_Records supplied_

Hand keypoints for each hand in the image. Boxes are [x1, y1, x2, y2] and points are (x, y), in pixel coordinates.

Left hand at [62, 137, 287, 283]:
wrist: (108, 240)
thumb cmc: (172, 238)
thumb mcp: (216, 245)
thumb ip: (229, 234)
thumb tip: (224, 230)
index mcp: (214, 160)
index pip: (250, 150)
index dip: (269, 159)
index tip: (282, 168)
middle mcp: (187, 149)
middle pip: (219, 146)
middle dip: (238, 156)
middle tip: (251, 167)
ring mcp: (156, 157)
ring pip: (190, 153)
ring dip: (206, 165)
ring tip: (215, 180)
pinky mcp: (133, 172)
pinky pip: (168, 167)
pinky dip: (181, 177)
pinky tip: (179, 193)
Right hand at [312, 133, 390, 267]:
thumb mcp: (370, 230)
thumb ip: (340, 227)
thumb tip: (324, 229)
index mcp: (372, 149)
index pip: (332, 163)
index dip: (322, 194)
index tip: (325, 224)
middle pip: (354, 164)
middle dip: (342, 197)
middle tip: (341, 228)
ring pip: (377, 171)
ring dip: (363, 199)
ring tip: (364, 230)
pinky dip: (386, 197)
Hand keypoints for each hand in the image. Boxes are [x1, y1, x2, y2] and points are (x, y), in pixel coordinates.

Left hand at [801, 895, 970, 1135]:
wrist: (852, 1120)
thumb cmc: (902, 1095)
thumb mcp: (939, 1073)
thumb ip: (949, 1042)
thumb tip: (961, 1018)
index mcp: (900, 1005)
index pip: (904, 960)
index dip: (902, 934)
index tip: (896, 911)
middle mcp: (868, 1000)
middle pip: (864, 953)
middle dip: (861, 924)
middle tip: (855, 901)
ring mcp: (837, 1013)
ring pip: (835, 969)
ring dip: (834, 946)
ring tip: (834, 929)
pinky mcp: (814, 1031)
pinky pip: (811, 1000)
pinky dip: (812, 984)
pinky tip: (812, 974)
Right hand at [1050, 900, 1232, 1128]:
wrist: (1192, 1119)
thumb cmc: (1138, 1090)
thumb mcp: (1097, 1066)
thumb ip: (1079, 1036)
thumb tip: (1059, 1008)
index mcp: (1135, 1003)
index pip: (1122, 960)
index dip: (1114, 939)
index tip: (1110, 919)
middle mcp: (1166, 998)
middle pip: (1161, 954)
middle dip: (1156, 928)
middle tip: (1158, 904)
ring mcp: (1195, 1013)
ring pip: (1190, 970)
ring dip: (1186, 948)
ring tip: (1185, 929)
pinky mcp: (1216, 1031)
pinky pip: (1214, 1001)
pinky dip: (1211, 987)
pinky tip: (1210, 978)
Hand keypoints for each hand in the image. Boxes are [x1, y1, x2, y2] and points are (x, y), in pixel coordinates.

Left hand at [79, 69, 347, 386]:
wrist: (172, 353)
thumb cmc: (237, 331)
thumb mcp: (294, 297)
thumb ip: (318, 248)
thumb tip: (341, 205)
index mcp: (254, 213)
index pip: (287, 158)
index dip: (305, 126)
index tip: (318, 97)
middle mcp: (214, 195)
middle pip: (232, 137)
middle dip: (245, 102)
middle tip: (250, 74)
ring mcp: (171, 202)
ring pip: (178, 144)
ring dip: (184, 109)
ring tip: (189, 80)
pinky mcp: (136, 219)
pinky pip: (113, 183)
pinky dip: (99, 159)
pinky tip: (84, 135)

_Exercise directions_
Each record must be transcribed exactly, with nothing left out.

_Answer section_
Hand keypoints for each hand in the image. Boxes are [x1, y1, x2, y2] and points are (x, y), in pixel coordinates.

Left hand at [62, 137, 287, 283]:
wrist: (108, 240)
thumb cmc: (172, 238)
thumb mcp: (216, 245)
thumb ip: (229, 234)
thumb tip: (224, 230)
index mcp: (214, 160)
index pip: (250, 150)
index dip: (269, 159)
index tip: (282, 168)
middle mcp: (187, 149)
middle pip: (219, 146)
middle dip: (238, 156)
middle tip: (251, 167)
ring mcp: (156, 157)
ring pip: (190, 153)
ring dip: (206, 165)
ring tip: (215, 180)
pinky mcp: (133, 172)
pinky pip: (168, 167)
pinky dip: (181, 177)
pinky tip: (179, 193)
Right hand at [312, 133, 390, 267]:
thumb mcp: (370, 230)
thumb ip: (340, 227)
thumb tip: (324, 229)
index mcp: (372, 149)
index pip: (332, 163)
index dip: (322, 194)
index tip: (325, 224)
middle pip: (354, 164)
middle dip: (342, 197)
middle tip: (341, 228)
ring pip: (377, 171)
ring dip: (363, 199)
ring tip: (364, 230)
pinky dip: (386, 197)
Hand keypoints for each hand in the image. Boxes are [x1, y1, x2, y2] and points are (x, y), in pixel coordinates.

Left hand at [801, 895, 970, 1135]:
wrist: (852, 1120)
thumb cmc: (902, 1095)
thumb mcp: (939, 1073)
thumb ip: (949, 1042)
thumb tip: (961, 1018)
index mcp: (900, 1005)
index pip: (904, 960)
index dip: (902, 934)
index tip: (896, 911)
middle mcp: (868, 1000)
middle pip: (864, 953)
middle dip: (861, 924)
middle tip: (855, 901)
ring mcp: (837, 1013)
ring pip: (835, 969)
ring dip: (834, 946)
ring tip: (834, 929)
pinky mcp: (814, 1031)
pinky pip: (811, 1000)
pinky dip: (812, 984)
pinky tip: (812, 974)
Right hand at [1050, 900, 1232, 1128]:
wrist: (1192, 1119)
thumb cmc: (1138, 1090)
thumb mcp: (1097, 1066)
thumb ip: (1079, 1036)
thumb tip: (1059, 1008)
index mcp: (1135, 1003)
index pip: (1122, 960)
index dip: (1114, 939)
index tip: (1110, 919)
middle mcp: (1166, 998)
middle pip: (1161, 954)
middle dip: (1156, 928)
middle tip: (1158, 904)
ring mcp: (1195, 1013)
ring pip: (1190, 970)
ring dip: (1186, 948)
ring tip: (1185, 929)
pinky mcp: (1216, 1031)
pinky pip: (1214, 1001)
pinky dip: (1211, 987)
pinky tip: (1210, 978)
Hand keypoints for each hand in the image. Boxes are [x1, y1, x2, y2] and points are (x, y), in pixel coordinates.

Left hand at [79, 69, 347, 386]:
wrist: (172, 353)
thumb cmc: (237, 331)
thumb mcp: (294, 297)
thumb ip: (318, 248)
thumb tip: (341, 205)
index mcp: (254, 213)
index pip: (287, 158)
index dip: (305, 126)
index tip: (318, 97)
middle mcp: (214, 195)
middle pip: (232, 137)
middle dip: (245, 102)
middle tip: (250, 74)
ring mcp: (171, 202)
ring pip: (178, 144)
ring dip: (184, 109)
ring tip: (189, 80)
pinky mcp: (136, 219)
pinky pip: (113, 183)
pinky dip: (99, 159)
pinky tip: (84, 135)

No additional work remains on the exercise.